[Python-Dev] Re: PEP 218 (sets); moving set.py to Lib
Guido van Rossum
guido@python.org
Sun, 25 Aug 2002 17:56:46 -0400
[François]
> Allow me some random thoughts. (Aren't they always random, anyway? :-)
Maybe you could contribute some not-so-random code? Words we've got
enough. :-)
> When I saw some of the suggestions on this list for "generating"
> elements of a cartesian product, despite sometimes elegant, I
> thought "Too much done, too soon.". But the truth is that I did not
> give the thing a serious try, I'm not sure I would be able to offer
> anything better.
>
> One nice thing, with a dict or a set, is that we can quickly access
> how many entries there are in there. Is there some internal way to
> efficiently fetch the N'th element, from the order in which the keys
> would be naturally listed? If not, one could always pay some extra
> temporary memory to build a list of these keys first. If you have
> to "generate" a cartesian product for N sets, you could set up a
> compound counter as a list of N indices, the K'th meant to run from
> 0 up to the cardinality C[K] of the K'th set, and devise simple
> recipes to yield the element of the product represented by the
> counter, and to bump it. Moreover, it would be trivial to equip
> this generator with a `__len__' function able to predict the
> cardinality CCC of the whole result, and quite easy being able to
> transform any KKK between 0 and NNN into an equivalent compound
> counter, and from there, access any member of the cartesian product
> at constant speed, without generating it all.
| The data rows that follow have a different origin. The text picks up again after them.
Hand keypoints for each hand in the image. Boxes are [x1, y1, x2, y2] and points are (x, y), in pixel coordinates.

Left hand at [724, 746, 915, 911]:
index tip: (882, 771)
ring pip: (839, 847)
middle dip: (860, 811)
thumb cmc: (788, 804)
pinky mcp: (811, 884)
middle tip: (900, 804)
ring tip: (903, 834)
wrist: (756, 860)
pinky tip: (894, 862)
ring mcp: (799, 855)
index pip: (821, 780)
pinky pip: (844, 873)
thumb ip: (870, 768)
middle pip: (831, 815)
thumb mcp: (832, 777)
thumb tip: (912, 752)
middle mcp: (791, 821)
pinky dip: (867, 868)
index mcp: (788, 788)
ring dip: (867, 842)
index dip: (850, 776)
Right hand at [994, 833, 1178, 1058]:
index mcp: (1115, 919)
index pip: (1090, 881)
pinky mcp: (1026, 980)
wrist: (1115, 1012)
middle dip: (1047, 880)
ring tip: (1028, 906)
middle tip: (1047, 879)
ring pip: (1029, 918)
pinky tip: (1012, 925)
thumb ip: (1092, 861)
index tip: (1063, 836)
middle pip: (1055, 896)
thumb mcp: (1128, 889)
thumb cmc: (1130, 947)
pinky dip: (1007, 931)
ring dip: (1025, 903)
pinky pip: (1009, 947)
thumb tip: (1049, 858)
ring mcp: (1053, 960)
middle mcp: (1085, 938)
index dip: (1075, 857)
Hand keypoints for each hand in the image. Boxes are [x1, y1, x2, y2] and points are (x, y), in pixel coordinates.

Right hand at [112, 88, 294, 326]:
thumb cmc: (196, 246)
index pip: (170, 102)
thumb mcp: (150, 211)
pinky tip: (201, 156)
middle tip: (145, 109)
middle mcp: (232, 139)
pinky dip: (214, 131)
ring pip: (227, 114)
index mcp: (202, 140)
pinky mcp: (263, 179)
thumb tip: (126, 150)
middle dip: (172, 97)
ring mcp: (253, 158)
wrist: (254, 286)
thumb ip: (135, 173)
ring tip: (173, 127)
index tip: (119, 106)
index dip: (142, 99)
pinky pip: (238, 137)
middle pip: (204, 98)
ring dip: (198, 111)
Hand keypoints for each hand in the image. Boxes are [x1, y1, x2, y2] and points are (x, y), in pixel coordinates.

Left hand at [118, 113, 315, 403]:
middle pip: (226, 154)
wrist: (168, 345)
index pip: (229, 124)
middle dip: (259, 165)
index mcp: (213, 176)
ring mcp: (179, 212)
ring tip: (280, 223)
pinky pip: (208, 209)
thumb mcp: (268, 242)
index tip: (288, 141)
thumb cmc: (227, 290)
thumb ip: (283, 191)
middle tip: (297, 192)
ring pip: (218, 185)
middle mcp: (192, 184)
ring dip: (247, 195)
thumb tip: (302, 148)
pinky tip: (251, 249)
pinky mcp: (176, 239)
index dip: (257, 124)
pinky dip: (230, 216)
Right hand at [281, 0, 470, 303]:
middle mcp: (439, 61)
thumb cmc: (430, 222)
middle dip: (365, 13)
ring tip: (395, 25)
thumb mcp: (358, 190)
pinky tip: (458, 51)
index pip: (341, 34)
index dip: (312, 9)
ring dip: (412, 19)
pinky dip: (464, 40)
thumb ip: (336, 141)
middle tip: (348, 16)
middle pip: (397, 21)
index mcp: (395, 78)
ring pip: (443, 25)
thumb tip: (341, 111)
Since the user can easily multiply the length of the input sets
together, what's the importance of the __len__?
And what's the use case for randomly accessing the members of a
cartesian product? IMO, the Cartesian product is mostly useful for
abstract matehematical though, not for solving actual programming
problems.
> All the above is pretty simple, and meant to introduce a few
> suggestions that might solve once and for all, if we could do it
> well enough, a re-occurring request on the Python list about how to
> produce permutations and al. We might try to rewrite the recipes
> behind a "generating" cartesian product of many sets, illustrated
> above, into a similar generating function able to produce all
> permutations of a single set. So let's say:
>
> Set([1, 2, 3]).permutations()
>
> would lazily produce the equivalent of:
>
> Set([(1, 2, 3), (1, 3, 2), (2, 1, 3), (2, 3, 1), (3, 1, 2), (3, 2, 1)])
>
> That generator could offer a `__len__' function predicting the
> cardinality CCC of the result, and some trickery could be used to
> map integers from 0 to CCC into various permutations. Once on the
> road, it would be worth offering combinations and arrangements just
> as well, and maybe also offering the "power" set, I mean here the
> set of all subsets of a given set, all with predictable cardinality
> and constant speed access to any member by index.
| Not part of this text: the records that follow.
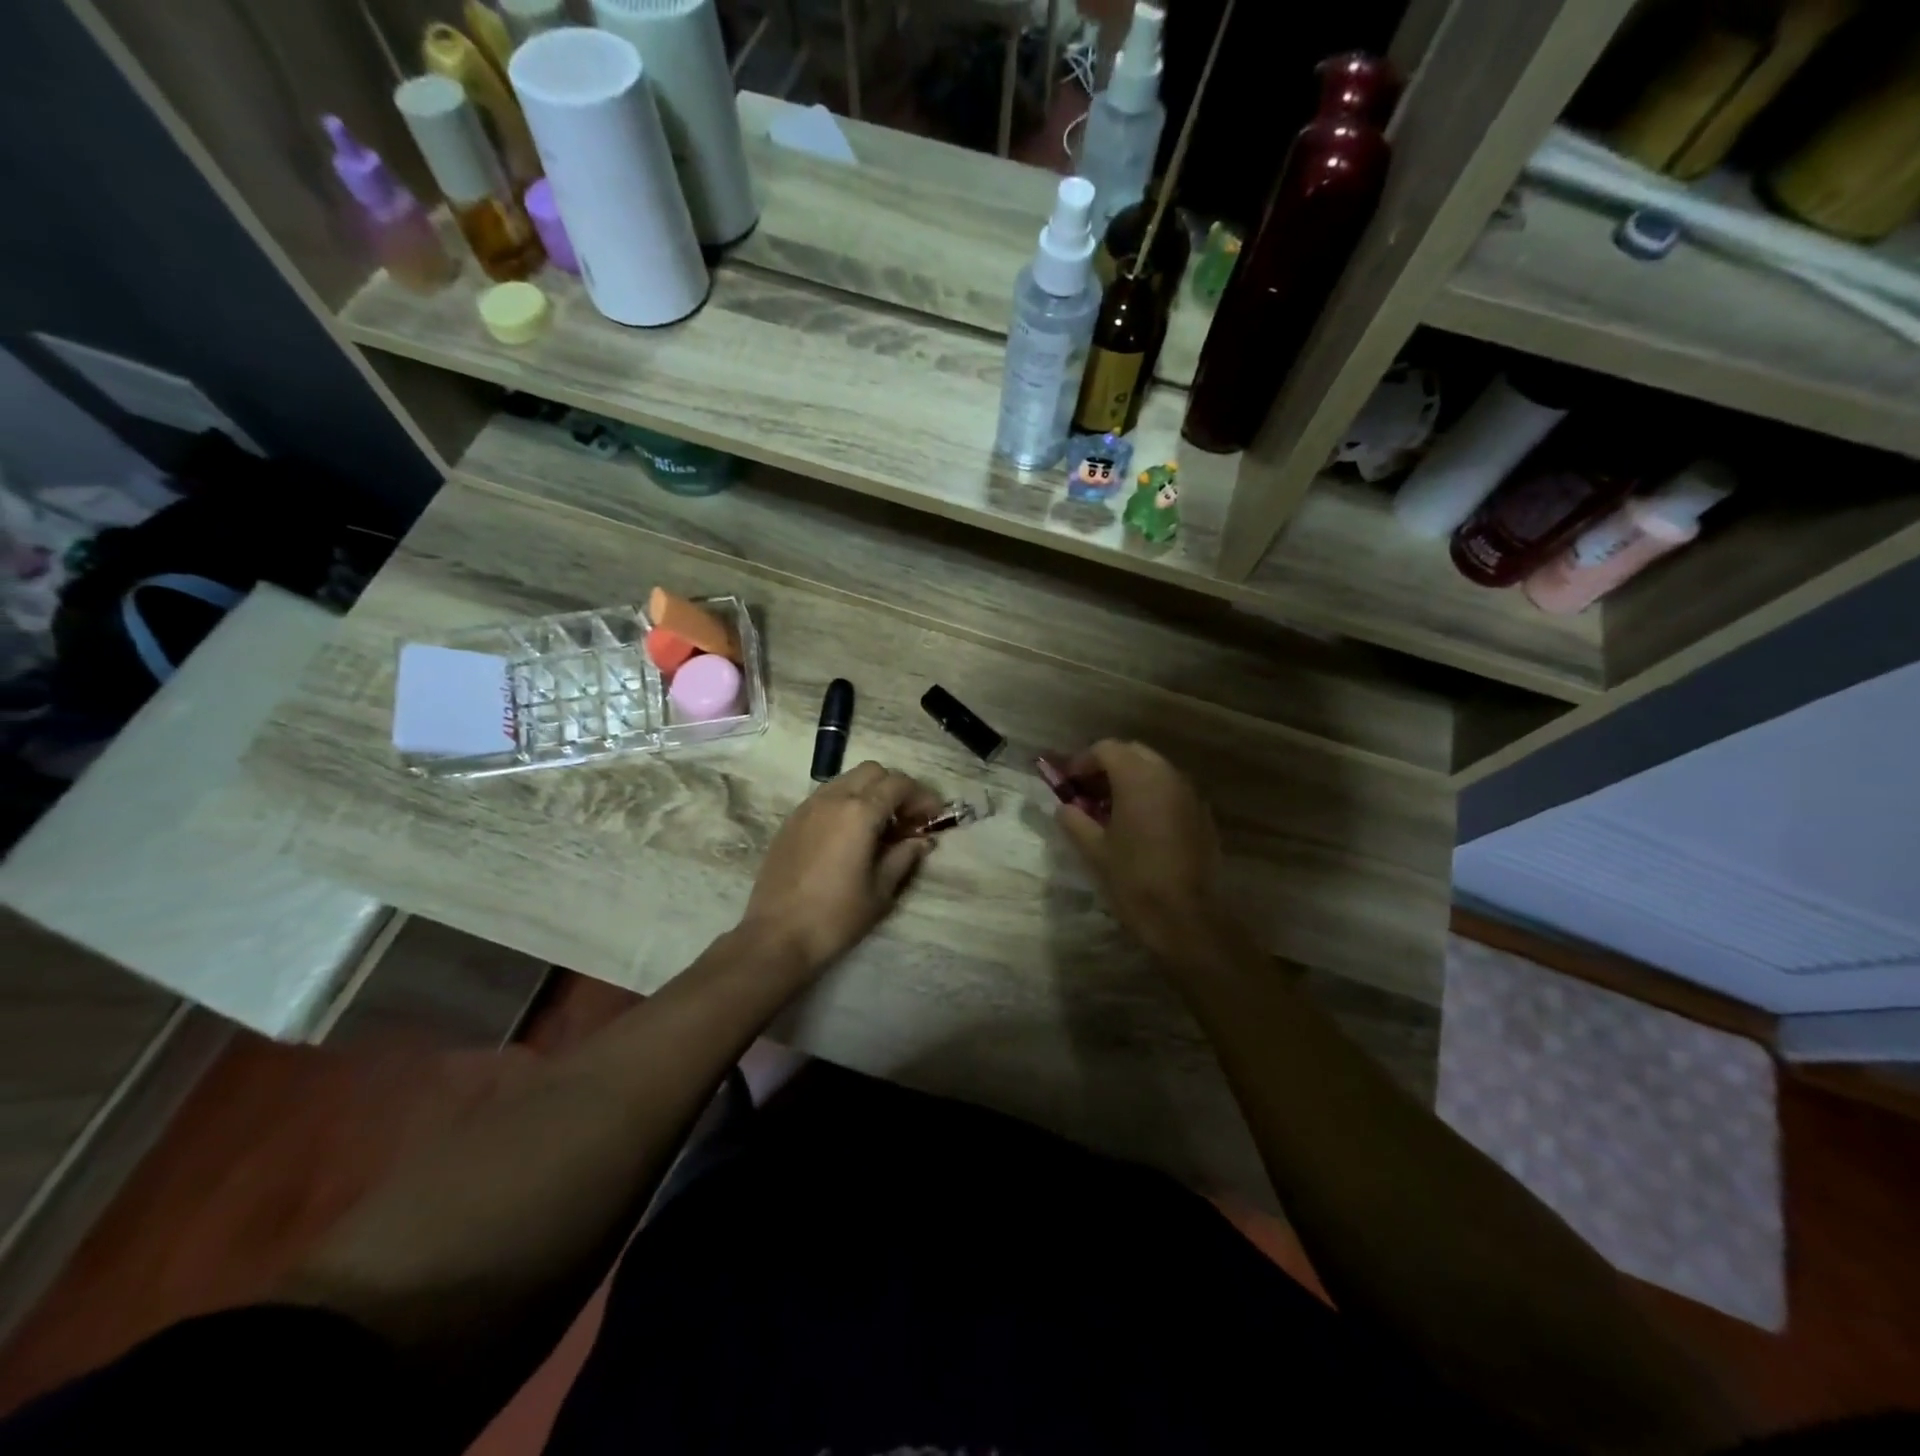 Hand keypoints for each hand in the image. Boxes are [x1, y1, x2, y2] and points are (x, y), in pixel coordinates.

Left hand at [741, 762, 945, 974]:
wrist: (777, 936)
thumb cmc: (836, 916)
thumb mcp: (880, 891)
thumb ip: (904, 857)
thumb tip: (921, 841)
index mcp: (859, 812)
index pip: (899, 784)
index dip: (922, 795)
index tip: (934, 816)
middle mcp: (833, 799)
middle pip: (872, 772)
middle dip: (895, 787)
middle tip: (908, 818)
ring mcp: (808, 807)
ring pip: (846, 780)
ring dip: (869, 793)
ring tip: (880, 826)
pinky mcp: (791, 821)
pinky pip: (826, 797)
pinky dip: (846, 803)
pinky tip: (850, 834)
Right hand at [1053, 740, 1225, 960]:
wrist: (1185, 917)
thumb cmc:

Obviously you were inspired here by Eric Raymond's implementation of
the powerset generator...
But again I ask, what's the practical use of random access to
permutations? (I know there are plenty of uses of permutations, but I
doubt the need for random access.)
> Yet, many questions or objections may rise. Using tuples to
> represent each element of a cartesian product of many sets is pretty
> natural, but it is slightly less clear that a tuple is the best fit
> for representing an ordered set as in permutations and arrangements,
> as tuples may allow elements to be repeated, while an ordered set
> does not. I think that sets are to be preferred over tuples for
> returning combinations or subsets.
You must have temporarily stopped thinking clearly there. Seen as
sets, all permutations of a set's elements are the same! The proper
output for a generator of permutations is a list; for generality, its
input should be any iterable (which includes sets). If the input
contains duplicates, well, that's the caller's problem.
For combinations, sets are suitable as output, but again, I think it
would be just a suitable to take a list and generate lists -- after
all the lists are trivially turned into sets.
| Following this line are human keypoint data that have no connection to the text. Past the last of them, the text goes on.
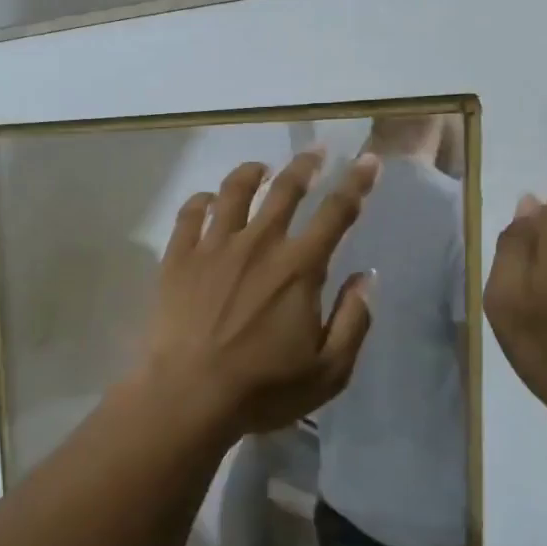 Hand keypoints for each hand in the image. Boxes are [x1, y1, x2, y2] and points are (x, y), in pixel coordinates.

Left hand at [139, 150, 378, 435]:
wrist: (188, 394)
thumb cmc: (263, 388)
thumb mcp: (329, 370)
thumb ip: (355, 320)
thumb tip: (368, 277)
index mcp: (299, 267)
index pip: (337, 212)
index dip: (357, 183)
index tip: (368, 160)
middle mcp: (258, 243)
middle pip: (285, 190)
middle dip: (305, 165)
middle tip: (315, 151)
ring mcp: (213, 246)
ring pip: (234, 191)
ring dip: (252, 173)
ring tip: (260, 168)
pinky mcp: (178, 257)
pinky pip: (190, 214)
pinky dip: (202, 200)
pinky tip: (207, 200) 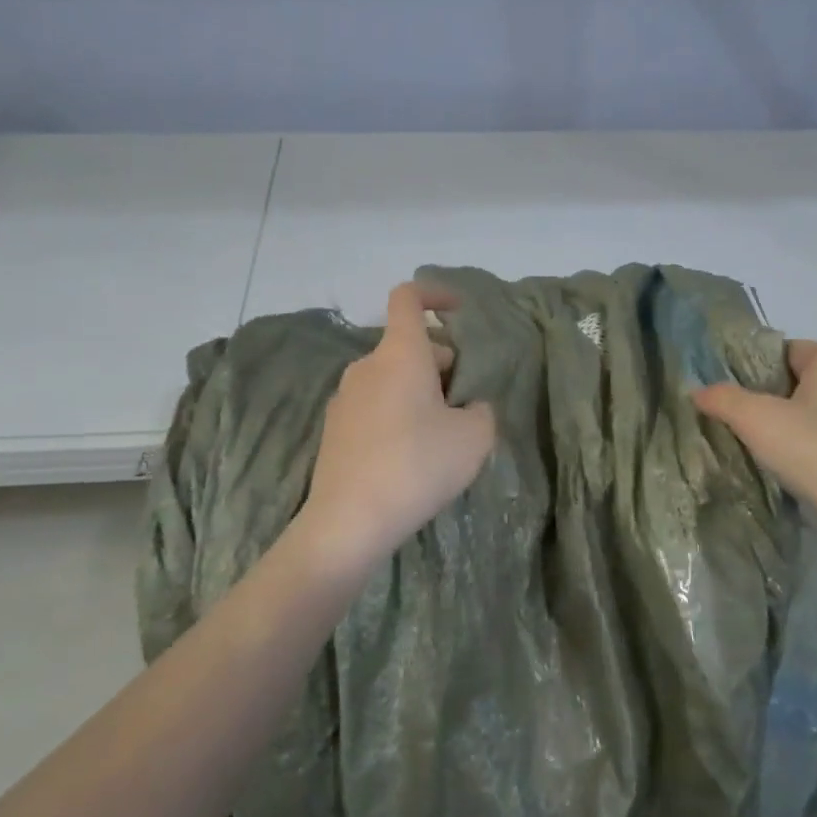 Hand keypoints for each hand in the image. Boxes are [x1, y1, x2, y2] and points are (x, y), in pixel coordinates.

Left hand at [296, 282, 496, 579]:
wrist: (349, 522)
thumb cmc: (418, 465)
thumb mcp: (474, 437)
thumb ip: (482, 410)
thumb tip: (469, 408)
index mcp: (400, 353)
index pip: (409, 297)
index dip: (436, 294)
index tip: (460, 310)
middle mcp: (367, 366)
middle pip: (408, 344)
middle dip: (441, 361)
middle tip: (465, 398)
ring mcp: (345, 398)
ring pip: (391, 377)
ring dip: (419, 389)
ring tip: (442, 431)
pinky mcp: (335, 429)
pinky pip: (374, 404)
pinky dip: (397, 412)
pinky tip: (411, 454)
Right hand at [694, 340, 816, 553]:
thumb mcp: (758, 420)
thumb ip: (723, 399)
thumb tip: (697, 390)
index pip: (781, 350)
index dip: (748, 367)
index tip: (721, 393)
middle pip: (794, 383)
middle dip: (762, 401)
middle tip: (727, 422)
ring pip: (810, 416)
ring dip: (781, 430)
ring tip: (748, 449)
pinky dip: (803, 454)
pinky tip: (783, 473) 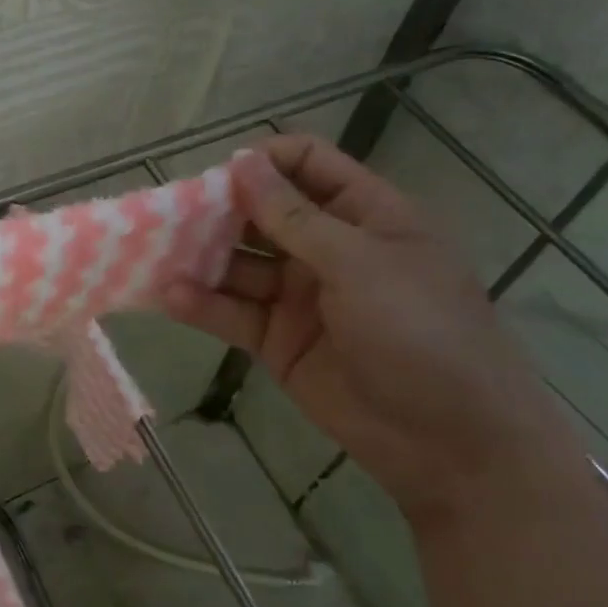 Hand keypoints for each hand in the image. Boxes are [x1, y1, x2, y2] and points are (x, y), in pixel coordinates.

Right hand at [162, 135, 576, 525]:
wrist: (453, 445)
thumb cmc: (422, 333)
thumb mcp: (360, 264)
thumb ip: (293, 216)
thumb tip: (241, 162)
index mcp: (364, 215)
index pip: (307, 164)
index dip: (263, 162)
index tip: (218, 176)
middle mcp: (326, 248)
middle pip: (261, 212)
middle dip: (216, 210)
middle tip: (168, 215)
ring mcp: (299, 295)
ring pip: (238, 263)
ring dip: (199, 257)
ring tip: (153, 253)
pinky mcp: (277, 340)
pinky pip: (232, 312)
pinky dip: (201, 303)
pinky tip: (170, 296)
> While it is natural to speak and think of subsets of a set, or
> permutations, arrangements and combinations of a set, some people
> might prefer to stay closer to an underlying implementations with
> lists (sublists of a list, permutations, arrangements or
> combinations of a list), and would feel that going through sets is
> an unwelcome detour for their applications. Indeed, what's the real
> use and justficiation for hashing keys and such things, when one
> wants nothing else than arrangements from a list?
Right.
> Another aspect worth some thinking is that permutations, in
> particular, are mathematical objects in themselves: we can notably
> multiply permutations or take the inverse of a permutation.
That would be a neat class indeed. How useful it would be in practice
remains to be seen. Do you do much ad-hoc permutation calculations?
> Arrangements are in fact permutations over combinations elements.
> Some thought is surely needed for properly reflecting mathematical
> elegance into how the set API is extended for the above, and not
> merely burying that elegance under practical concerns.
And, on the other hand, practicality beats purity.
> Some people may think that these are all problems which are
> orthogonal to the design of a basic set feature, and which should be
> addressed in separate Python modules. On the other hand, I think
> that a better and nicer integration might result if all these things
> were thought together, and thought sooner than later. Moreover, my
> intuition tells me that with some care and luck (both are needed),
> these extra set features could be small enough additions to the
> `sets' module to not be worth another one. Besides, if appropriate,
> such facilities would surely add a lot of zest and punch into the
> interest raised by the `sets' module when it gets published.
I'd rather see the zest added to Python as a whole -- sets are a tiny
part, and if you read PEP 218, you'll see that the sets module is only
a modest first step of that PEP's program.
--Guido van Rossum (home page: http://www.python.org/~guido/)